Because my friends and loved ones begged me to do so, I had another appointment with the intuitive eating dietitian I worked with last year, and we spent most of the session talking not about my body or my eating habits, but about my brain. Specifically: what happens if I do everything “right” and still develop type 2 diabetes?
It’s possible. It’s maybe even likely, given my family history. And it’s a reality I don’t want to confront or accept in any way because it subverts my expectation that I can control my body, and therefore my life (and maybe the universe and also cheat death??). That’s been the most difficult lesson I’ve had to learn in this process, over and over again.

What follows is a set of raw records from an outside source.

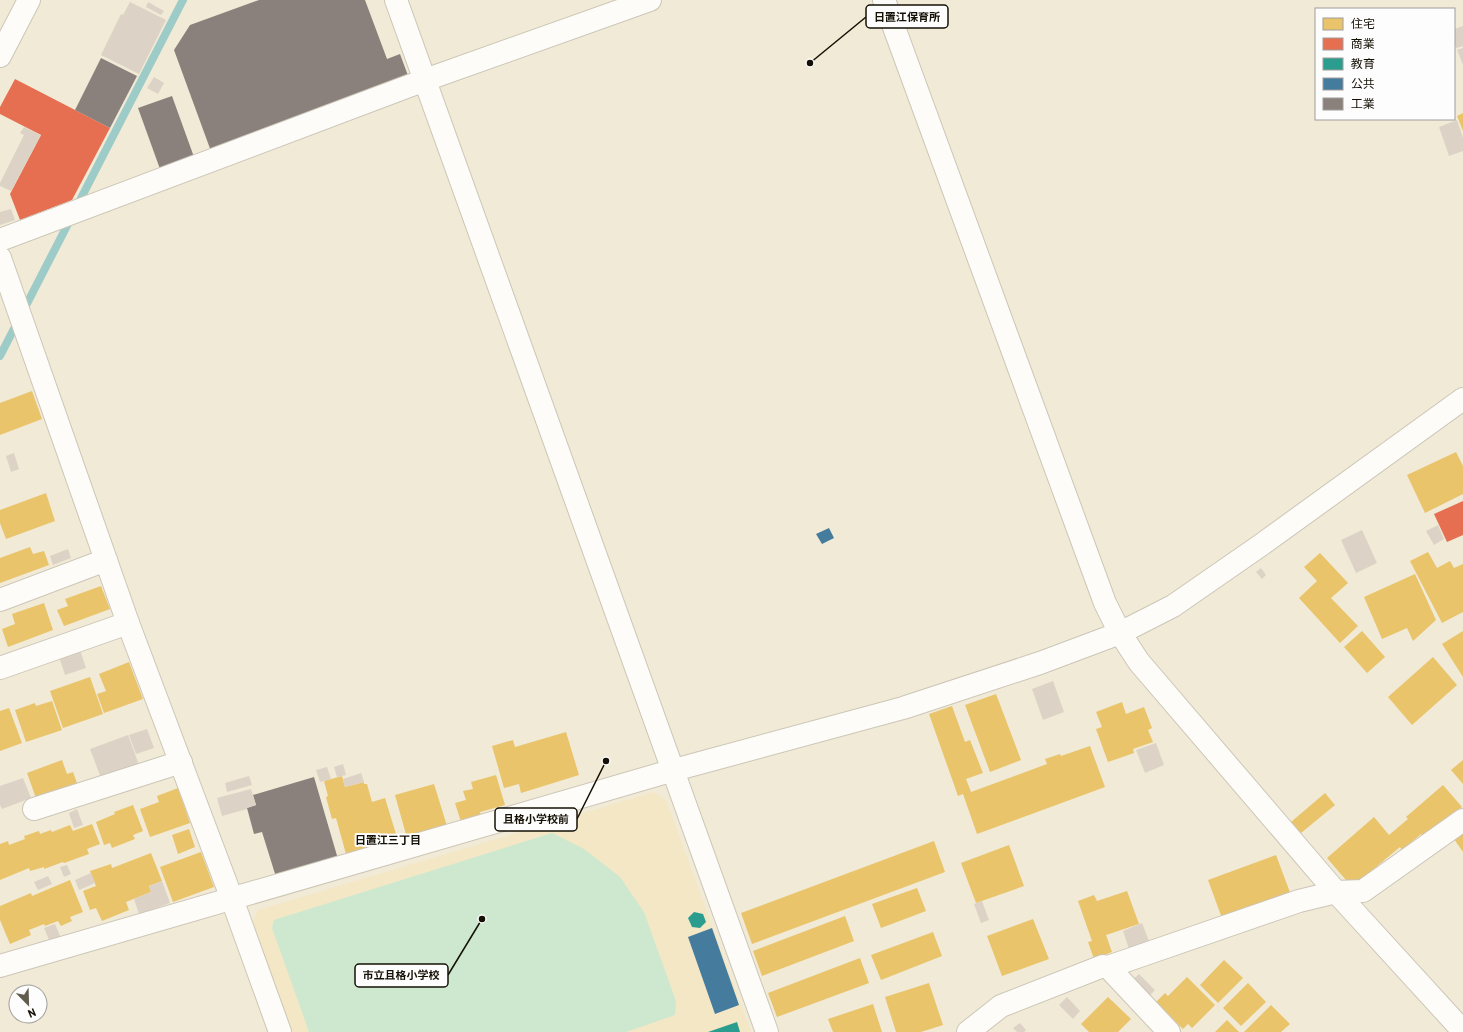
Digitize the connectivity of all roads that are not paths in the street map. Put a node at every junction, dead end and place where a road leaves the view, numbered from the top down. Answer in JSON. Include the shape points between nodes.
{"nodes":[{"id":1,"x":29,"y":0,"type":"edge"},
{"id":2,"x":396,"y":0,"type":"edge"},
{"id":3,"x":650,"y":0,"type":"edge"},
{"id":4,"x":884,"y":0,"type":"edge"},
{"id":5,"x":0,"y":56,"type":"edge"},
{"id":6,"x":425,"y":80,"type":"junction"},
{"id":7,"x":0,"y":240,"type":"edge"},
{"id":8,"x":0,"y":258,"type":"edge"},
{"id":9,"x":1463,"y":399,"type":"edge"},
{"id":10,"x":106,"y":560,"type":"junction"},
{"id":11,"x":0,"y":600,"type":"edge"},
{"id":12,"x":128,"y":624,"type":"junction"},
{"id":13,"x":1120,"y":633,"type":"junction"},
{"id":14,"x":0,"y":668,"type":"edge"},
{"id":15,"x":181,"y":762,"type":"junction"},
{"id":16,"x":674,"y":770,"type":"junction"},
{"id":17,"x":34,"y":808,"type":"dead end"},
{"id":18,"x":1463,"y":820,"type":"edge"},
{"id":19,"x":1336,"y":892,"type":"junction"},
{"id":20,"x":232,"y":899,"type":"junction"},
{"id":21,"x":0,"y":966,"type":"edge"},
{"id":22,"x":1108,"y":967,"type":"junction"},
{"id":23,"x":1463,"y":1031,"type":"edge"},
{"id":24,"x":280,"y":1032,"type":"edge"},
{"id":25,"x":768,"y":1032,"type":"edge"},
{"id":26,"x":968,"y":1032,"type":"edge"},
{"id":27,"x":1170,"y":1032,"type":"edge"}],
"edges":[{"from":1,"to":5,"type":"street"},
{"from":2,"to":6,"type":"street"},
{"from":3,"to":6,"type":"street"},
{"from":4,"to":13,"type":"street","via":[[1105,603]]},
{"from":6,"to":7,"type":"street"},
{"from":6,"to":16,"type":"street"},
{"from":8,"to":10,"type":"street"},
{"from":9,"to":13,"type":"street","via":[[1173,606]]},
{"from":10,"to":11,"type":"street"},
{"from":10,"to":12,"type":"street"},
{"from":12,"to":14,"type":"street"},
{"from":12,"to":15,"type":"street"},
{"from":13,"to":16,"type":"street","via":[[1040,663],[902,708]]},
{"from":13,"to":19,"type":"street","via":[[1139,662]]},
{"from":15,"to":17,"type":"street"},
{"from":15,"to":20,"type":"street"},
{"from":16,"to":20,"type":"street"},
{"from":16,"to":25,"type":"street"},
{"from":18,"to":19,"type":"street","via":[[1363,891]]},
{"from":19,"to":22,"type":"street","via":[[1299,901]]},
{"from":19,"to":23,"type":"street"},
{"from":20,"to":21,"type":"street"},
{"from":20,"to":24,"type":"street"},
{"from":22,"to":26,"type":"street","via":[[1103,966],[1001,1006]]},
{"from":22,"to":27,"type":"street"}]}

I have this idea that the body is a garden. You can plant certain seeds in a garden plot and expect them to grow a certain way. You can feed those plants with fertilizer and sun and water, or you can neglect them. If you feed them a certain way, you can expect that they’ll generally turn out a certain way.
The same is true of the body. Generally you will not feel good if you don’t sleep, eat a balanced diet, drink water, and exercise. You might even develop health conditions or disease because of it. But doing all of these things doesn’t mean you will protect yourself forever. The healthiest-seeming person in the world could have a cancerous tumor developing just under the skin.
Last summer, I let my garden go wild because I was traveling for several months. I didn’t water it, didn’t weed it, and didn’t plant anything new. But by August, the bed was filled with cherry tomatoes, a lush sage bush, and several cucumbers I hadn’t planted. I was reminded how chaotic nature is. To quote Jeff Goldblum in Jurassic Park: life, uh, finds a way.
A garden plot is a square of nature cultivated by humans in an attempt to make it do something. We can give it things we think will help and generally it will yield what we expect. But it’s still wild. The cucumber seeds we plant might turn out to be zucchinis. Aphids could take over your tomato plants. The weather could be unexpectedly hot and dry and wreak havoc on your basil. Shit happens.
The body is also wild. As much as we want to believe we have mastered our bodies, that we can control what they do based on what we put into them, they will always be ultimately ungovernable. “The body is a garden” has become a mantra for me that I repeat to myself when I start to get frustrated that my blood glucose is spiking from a food I eat all the time, or when I sleep poorly, or when a cold lingers in my chest for days. It’s a reminder to let go a little bit and accept that as much as I want control, I have very little.